Specific cytoplasmic alpha-fetoprotein binding protein in MCF-7 human breast cancer cells and primary breast cancer tissue

Summary Direct evidence was obtained for the existence of a specific high affinity alpha-fetoprotein (AFP)-binding protein in the cytosol of both MCF-7 human breast cancer cultured cells and primary breast cancer tissue from postmenopausal women using a nitrocellulose blotting assay. Scatchard analysis of the binding data for MCF-7 cells at 37° C revealed the presence of a single class of AFP binding sites with an apparent K_d of 4.5 × 10^–8 M, and 75,000 binding sites per cell. All 9 primary breast cancer cytosols obtained from postmenopausal women also contained measureable levels of this specific AFP-binding protein.
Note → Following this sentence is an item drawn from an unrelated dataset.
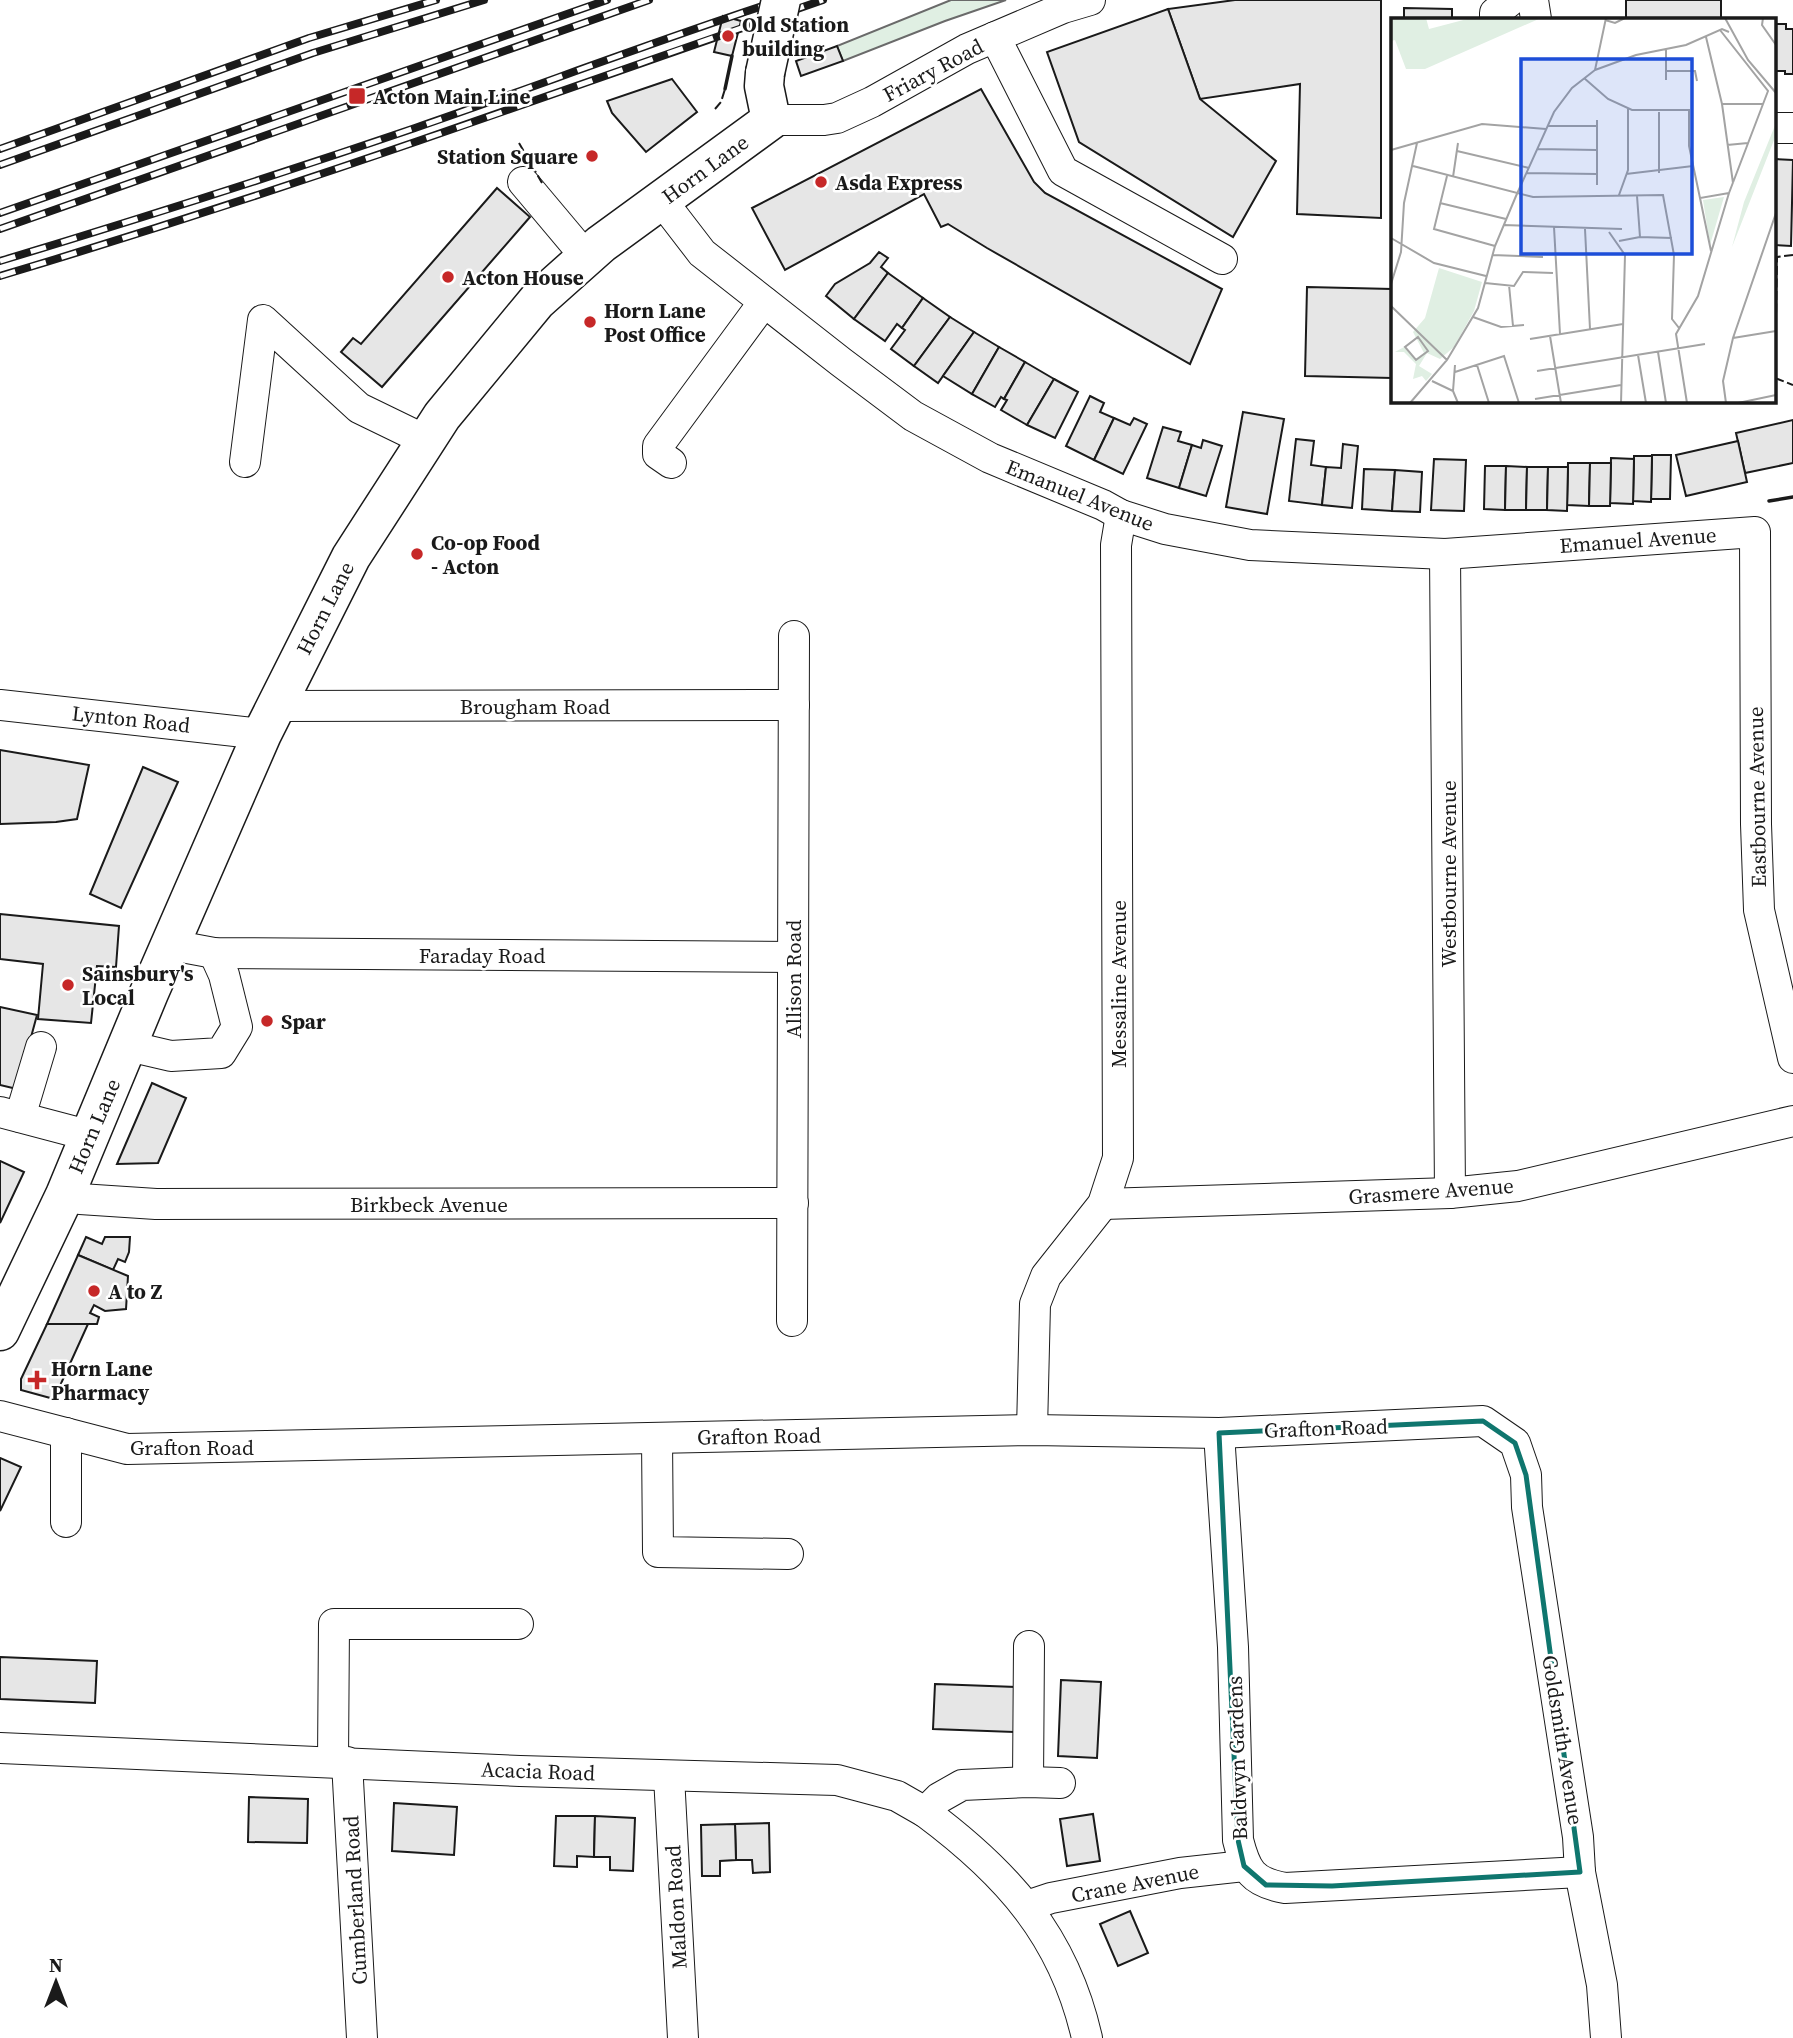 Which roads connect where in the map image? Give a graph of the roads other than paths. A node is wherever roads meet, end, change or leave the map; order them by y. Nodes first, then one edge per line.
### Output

The number of AFP molecules specifically bound varied considerably between patients and ranged from 29–250 fmol per mg cytosol protein. Levels of AFP-binding protein levels and estrogen receptor measured in these same breast cancer cytosols showed a positive statistical correlation (r = 0.85). Taken together, the present evidence for the existence of a specific cytoplasmic AFP-binding protein in MCF-7 cells and previously reported evidence forde novo synthesis of free immunoreactive and bound nonimmunoreactive forms of cytoplasmic AFP by MCF-7 cells is consistent with the conclusion that most of the endogenous AFP synthesized in breast cancer cells is rapidly bound to specific cytoplasmic AFP-receptors, and that binding of AFP to these receptors masks its immunoreactivity. The association of AFP synthesis with rapidly growing fetal liver and adult regenerating liver, germ-cell tumors, immature uterus, and breast cancer cells suggests that a positive correlation exists between cytoplasmic AFP-receptor levels and the proliferative capacity of malignant breast tumors, and therefore such measurements may provide useful therapeutic and/or prognostic information in individual patients.